Extracted data entries:
********

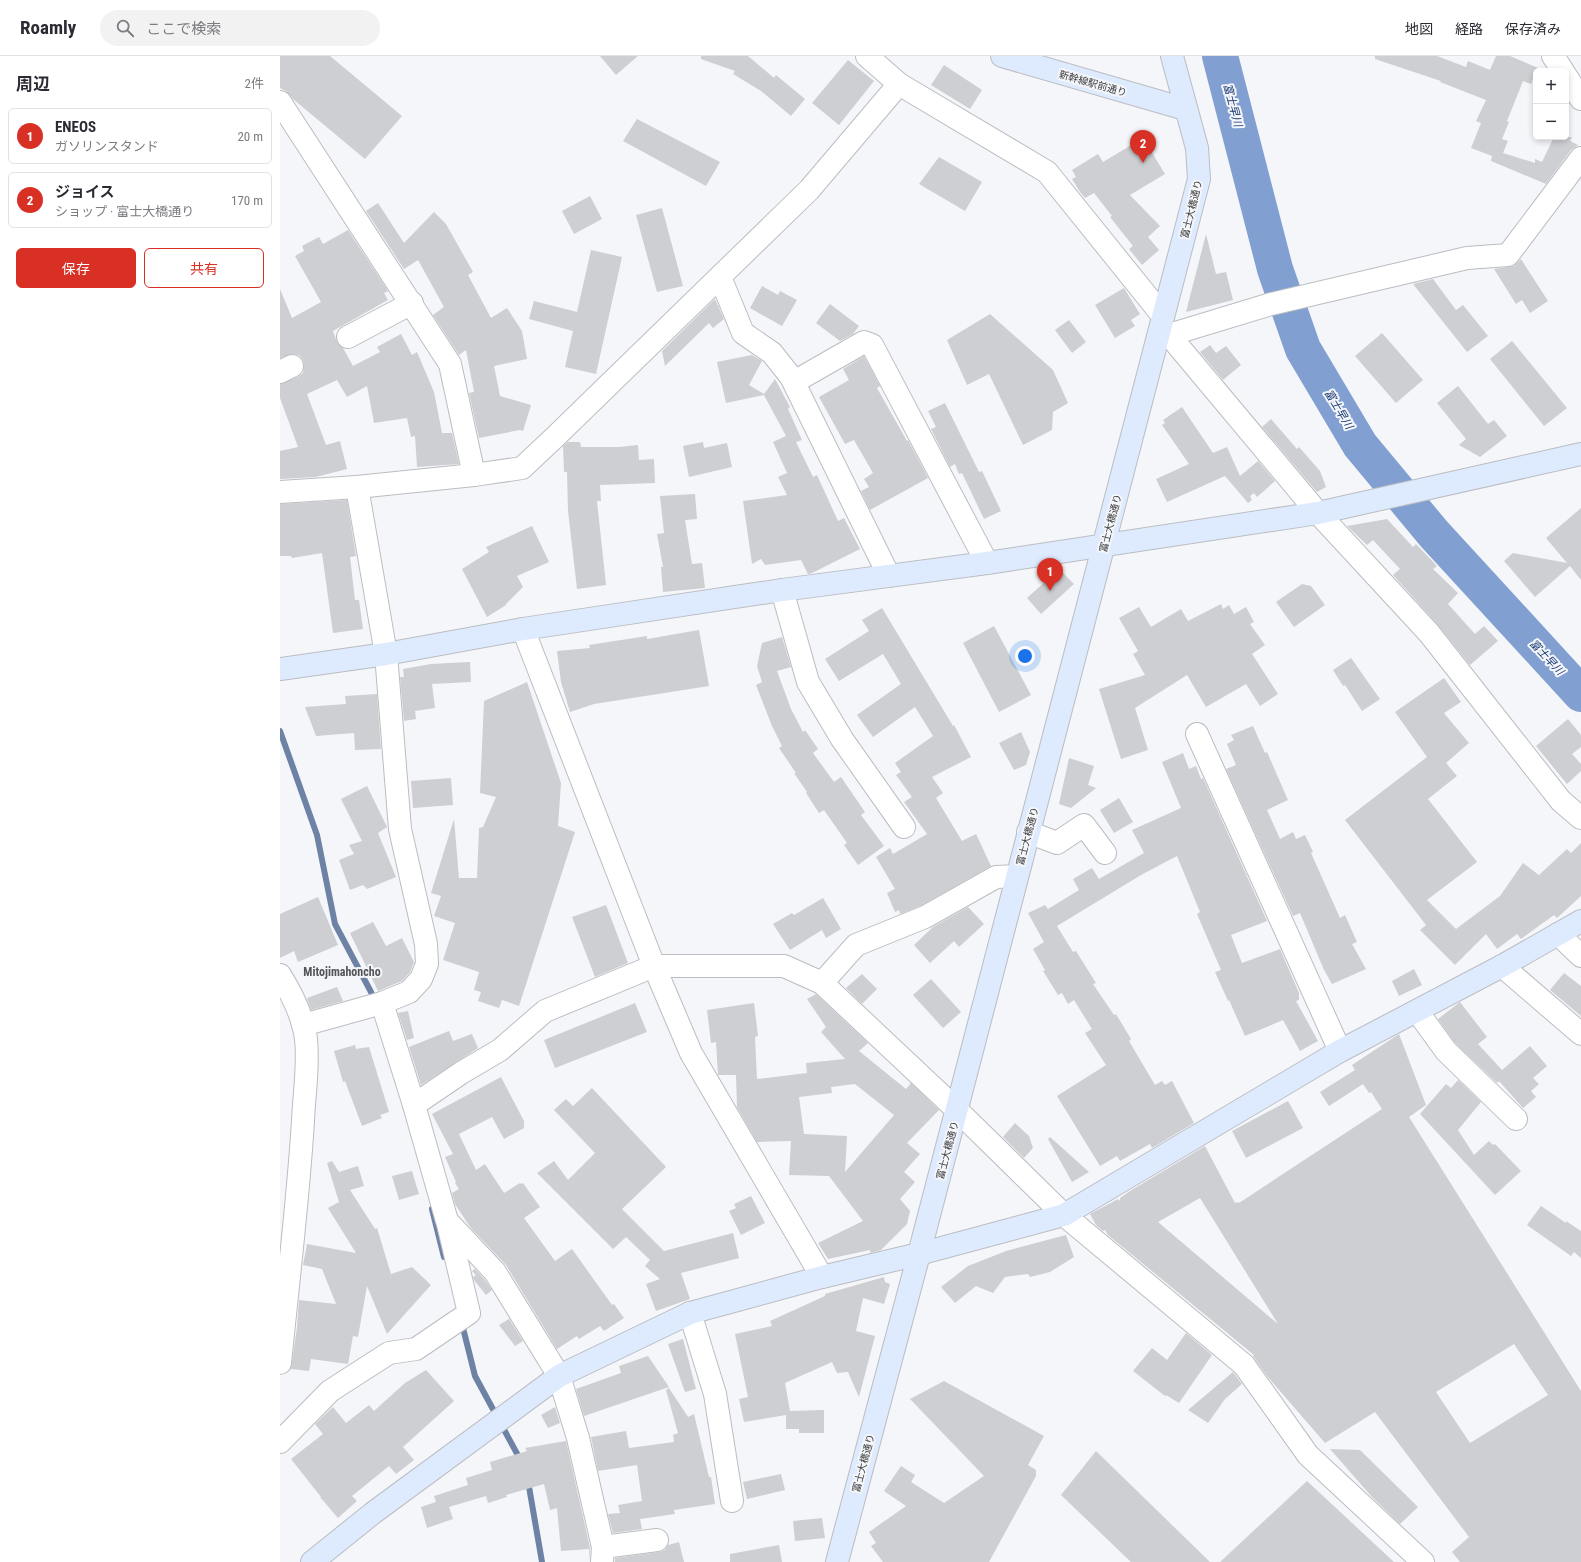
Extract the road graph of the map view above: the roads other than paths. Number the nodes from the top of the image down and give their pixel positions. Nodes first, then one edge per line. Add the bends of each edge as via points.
1 (867, 56) edge
2 (1002, 56) edge
3 (1172, 56) edge
4 (1554, 56) edge
5 (1561, 68) edge
6 (1569, 81) edge
7 (899, 84) junction
8 (1581, 99) edge
9 (280, 102) edge
10 (1185, 109) junction
11 (1581, 158) edge
12 (720, 277) junction
13 (412, 303) junction
14 (1164, 328) junction
15 (348, 336) dead end
16 (794, 382) junction
17 (1581, 454) edge
18 (474, 475) junction
19 (357, 487) junction
20 (280, 492) edge
21 (1318, 513) junction
22 (1104, 545) junction
23 (986, 563) junction
24 (889, 576) junction
25 (782, 590) junction
26 (523, 629) junction
27 (386, 654) junction
28 (280, 669) edge
29 (1197, 734) dead end
30 (1581, 818) edge
31 (904, 827) dead end
32 (1028, 832) junction
33 (1105, 854) dead end
34 (1017, 876) junction
35 (1581, 921) edge
36 (1558, 934) junction
37 (1581, 956) edge
38 (654, 966) junction
39 (1502, 966) junction
40 (281, 980) edge
41 (822, 984) junction
42 (382, 1004) junction
43 (1417, 1011) junction
44 (303, 1026) junction
45 (1581, 1034) edge
46 (1340, 1051) junction
47 (414, 1105) junction
48 (957, 1110) junction
49 (1516, 1118) dead end
50 (1064, 1215) junction
51 (447, 1221) junction
52 (919, 1254) junction
53 (822, 1276) junction
54 (690, 1313) junction
55 (280, 1363) edge
56 (558, 1376) junction
57 (280, 1442) edge
58 (732, 1501) dead end
59 (657, 1540) dead end
60 (603, 1554) edge
61 (312, 1562) edge
62 (837, 1562) edge
63 (1422, 1562) edge

1 - 7 street
2 - 10 street, 新幹線駅前通り
3 - 10 street, 富士大橋通り
4 - 5 street
6 - 8 street
7 - 12 street via 809,190
7 - 14 street via 1046,172
9 - 13 street
10 - 14 street, 富士大橋通り via 1197,148 1199,179
11 - 14 street via 1508,254 1467,258
12 - 16 street via 743,334 772,353
12 - 18 street via 522,468
13 - 15 street
13 - 18 street via 450,364
14 - 21 street
14 - 22 street, 富士大橋通り
16 - 23 street via 864,342 872,345
16 - 24 street
17 - 21 street
18 - 19 street
19 - 20 street
19 - 27 street
21 - 22 street
21 - 30 street via 1429,633 1561,801
22 - 23 street
22 - 32 street, 富士大橋通り
23 - 24 street
24 - 25 street
25 - 26 street
25 - 31 street via 808,682 842,739
26 - 27 street
26 - 38 street
27 - 28 street
27 - 42 street via 400,829 426,944 427,964 422,979 409,992
29 - 46 street
32 - 33 street via 1057,843 1084,825
32 - 34 street, 富士大橋通り
34 - 41 street via 996,877 925,917 856,944
34 - 48 street, 富士大橋通り
35 - 36 street
36 - 37 street
36 - 39 street
38 - 41 street via 784,966
38 - 47 street via 545,1011 500,1050
38 - 53 street via 690,1053
39 - 43 street
39 - 45 street
40 - 44 street via 291,993
41 - 48 street
42 - 44 street
42 - 47 street
43 - 46 street
43 - 49 street via 1446,1051
44 - 55 street via 307,1060 301,1148
46 - 50 street
47 - 51 street
48 - 50 street
48 - 52 street, 富士大橋通り
50 - 52 street
50 - 63 street via 1244,1365 1308,1455
51 - 56 street via 495,1272
51 - 57 street via 469,1313 416,1349 389,1353 330,1391
52 - 53 street
52 - 62 street, 富士大橋通り
53 - 54 street
54 - 56 street
54 - 58 street via 715,1394
56 - 60 street via 578,1438
56 - 61 street via 373,1513
59 - 60 street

********

**About this task**
If a line above holds the word "dead", count it; then say how many such lines there are and nothing else.

**Exercise response**
7